**Saved entries**
[Start of section]

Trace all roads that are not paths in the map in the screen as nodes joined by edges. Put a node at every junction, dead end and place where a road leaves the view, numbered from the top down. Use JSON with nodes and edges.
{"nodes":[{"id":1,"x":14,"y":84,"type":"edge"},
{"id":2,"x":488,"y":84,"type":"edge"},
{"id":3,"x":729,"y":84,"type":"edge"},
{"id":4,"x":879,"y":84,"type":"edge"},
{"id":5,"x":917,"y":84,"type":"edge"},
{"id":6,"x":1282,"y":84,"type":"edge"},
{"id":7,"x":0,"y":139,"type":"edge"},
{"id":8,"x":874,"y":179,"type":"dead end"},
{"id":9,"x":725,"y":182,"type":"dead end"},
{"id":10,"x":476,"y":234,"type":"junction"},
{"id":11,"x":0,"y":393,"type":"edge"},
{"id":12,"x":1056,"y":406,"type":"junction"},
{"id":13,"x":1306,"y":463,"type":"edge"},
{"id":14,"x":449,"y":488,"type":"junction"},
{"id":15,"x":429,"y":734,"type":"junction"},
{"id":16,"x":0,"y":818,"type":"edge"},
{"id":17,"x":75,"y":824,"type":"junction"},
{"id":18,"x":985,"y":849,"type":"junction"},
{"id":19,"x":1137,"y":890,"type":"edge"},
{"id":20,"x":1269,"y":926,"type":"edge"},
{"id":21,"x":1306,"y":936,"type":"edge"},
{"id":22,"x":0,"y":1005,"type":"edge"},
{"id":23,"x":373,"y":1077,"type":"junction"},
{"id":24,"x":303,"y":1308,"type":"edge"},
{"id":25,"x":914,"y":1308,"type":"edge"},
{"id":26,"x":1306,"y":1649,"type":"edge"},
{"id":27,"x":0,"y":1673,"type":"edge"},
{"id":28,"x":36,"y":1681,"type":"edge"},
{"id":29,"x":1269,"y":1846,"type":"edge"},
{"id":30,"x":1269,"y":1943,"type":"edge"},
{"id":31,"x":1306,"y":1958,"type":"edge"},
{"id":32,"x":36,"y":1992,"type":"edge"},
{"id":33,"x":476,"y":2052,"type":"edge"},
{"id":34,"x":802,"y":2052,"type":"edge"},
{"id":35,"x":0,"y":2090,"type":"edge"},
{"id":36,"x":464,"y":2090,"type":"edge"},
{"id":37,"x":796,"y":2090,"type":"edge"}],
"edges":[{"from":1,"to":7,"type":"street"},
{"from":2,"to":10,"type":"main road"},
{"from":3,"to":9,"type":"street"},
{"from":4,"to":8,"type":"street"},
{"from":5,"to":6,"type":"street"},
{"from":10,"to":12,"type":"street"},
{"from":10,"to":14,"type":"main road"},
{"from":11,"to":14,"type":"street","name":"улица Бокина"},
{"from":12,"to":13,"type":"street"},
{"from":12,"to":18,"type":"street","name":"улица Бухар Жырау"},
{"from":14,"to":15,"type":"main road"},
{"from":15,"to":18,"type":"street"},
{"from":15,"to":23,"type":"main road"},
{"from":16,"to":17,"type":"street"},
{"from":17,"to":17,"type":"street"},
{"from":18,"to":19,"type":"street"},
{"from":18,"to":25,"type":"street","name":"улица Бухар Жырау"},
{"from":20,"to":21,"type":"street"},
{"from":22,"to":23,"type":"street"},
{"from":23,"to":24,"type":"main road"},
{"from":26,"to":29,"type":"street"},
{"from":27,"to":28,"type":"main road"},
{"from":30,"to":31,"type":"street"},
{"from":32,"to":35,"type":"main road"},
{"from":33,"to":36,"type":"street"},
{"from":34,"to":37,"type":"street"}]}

[End of section]

**Exercise brief**
For every record above, print an exact copy.

**Solution to the exercise**
Trace all roads that are not paths in the map in the screen as nodes joined by edges. Put a node at every junction, dead end and place where a road leaves the view, numbered from the top down. Use JSON with nodes and edges.
{"nodes":[{"id":1,"x":14,"y":84,"type":"edge"},
{"id":2,"x":488,"y":84,"type":"edge"},
{"id":3,"x":729,"y":84,"type":"edge"},
{"id":4,"x":879,"y":84,"type":"edge"},
{"id":5,"x":917,"y":84,"type":"edge"},
{"id":6,"x":1282,"y":84,"type":"edge"},
{"id":7,"x":0,"y":139,"type":"edge"},
{"id":8,"x":874,"y":179,"type":"dead end"},
{"id":9,"x":725,"y":182,"type":"dead end"},
{"id":10,"x":476,"y":234,"type":"junction"},
{"id":11,"x":0,"y":393,"type":"edge"},
{"id":12,"x":1056,"y":406,"type":"junction"},
{"id":13,"x":1306,"y":463,"type":"edge"},
{"id":14,"x":449,"y":488,"type":"junction"},
{"id":15,"x":429,"y":734,"type":"junction"},
{"id":16,"x":0,"y":818,"type":"edge"},
{"id":17,"x":75,"y":824,"type":"junction"},
{"id":18,"x":985,"y":849,"type":"junction"},
{"id":19,"x":1137,"y":890,"type":"edge"},
{"id":20,"x":1269,"y":926,"type":"edge"},
{"id":21,"x":1306,"y":936,"type":"edge"},
{"id":22,"x":0,"y":1005,"type":"edge"},
{"id":23,"x":373,"y":1077,"type":"junction"},
{"id":24,"x":303,"y":1308,"type":"edge"},
{"id":25,"x":914,"y":1308,"type":"edge"},
{"id":26,"x":1306,"y":1649,"type":"edge"},
{"id":27,"x":0,"y":1673,"type":"edge"},
{"id":28,"x":36,"y":1681,"type":"edge"},
{"id":29,"x":1269,"y":1846,"type":"edge"},
{"id":30,"x":1269,"y":1943,"type":"edge"},
{"id":31,"x":1306,"y":1958,"type":"edge"},
{"id":32,"x":36,"y":1992,"type":"edge"},
{"id":33,"x":476,"y":2052,"type":"edge"},
{"id":34,"x":802,"y":2052,"type":"edge"},
{"id":35,"x":0,"y":2090,"type":"edge"},
{"id":36,"x":464,"y":2090,"type":"edge"},
{"id":37,"x":796,"y":2090,"type":"edge"}],
"edges":[{"from":1,"to":7,"type":"street"},
{"from":2,"to":10,"type":"main road"},
{"from":3,"to":9,"type":"street"},
{"from":4,"to":8,"type":"street"},
{"from":5,"to":6,"type":"street"},
{"from":10,"to":12,"type":"street"},
{"from":10,"to":14,"type":"main road"},
{"from":11,"to":14,"type":"street","name":"улица Бокина"},
{"from":12,"to":13,"type":"street"},
{"from":12,"to":18,"type":"street","name":"улица Бухар Жырау"},
{"from":14,"to":15,"type":"main road"},
{"from":15,"to":18,"type":"street"},
{"from":15,"to":23,"type":"main road"},
{"from":16,"to":17,"type":"street"},
{"from":17,"to":17,"type":"street"},
{"from":18,"to":19,"type":"street"},
{"from":18,"to":25,"type":"street","name":"улица Бухар Жырау"},
{"from":20,"to":21,"type":"street"},
{"from":22,"to":23,"type":"street"},
{"from":23,"to":24,"type":"main road"},
{"from":26,"to":29,"type":"street"},
{"from":27,"to":28,"type":"main road"},
{"from":30,"to":31,"type":"street"},
{"from":32,"to":35,"type":"main road"},
{"from":33,"to":36,"type":"street"},
{"from":34,"to":37,"type":"street"}]}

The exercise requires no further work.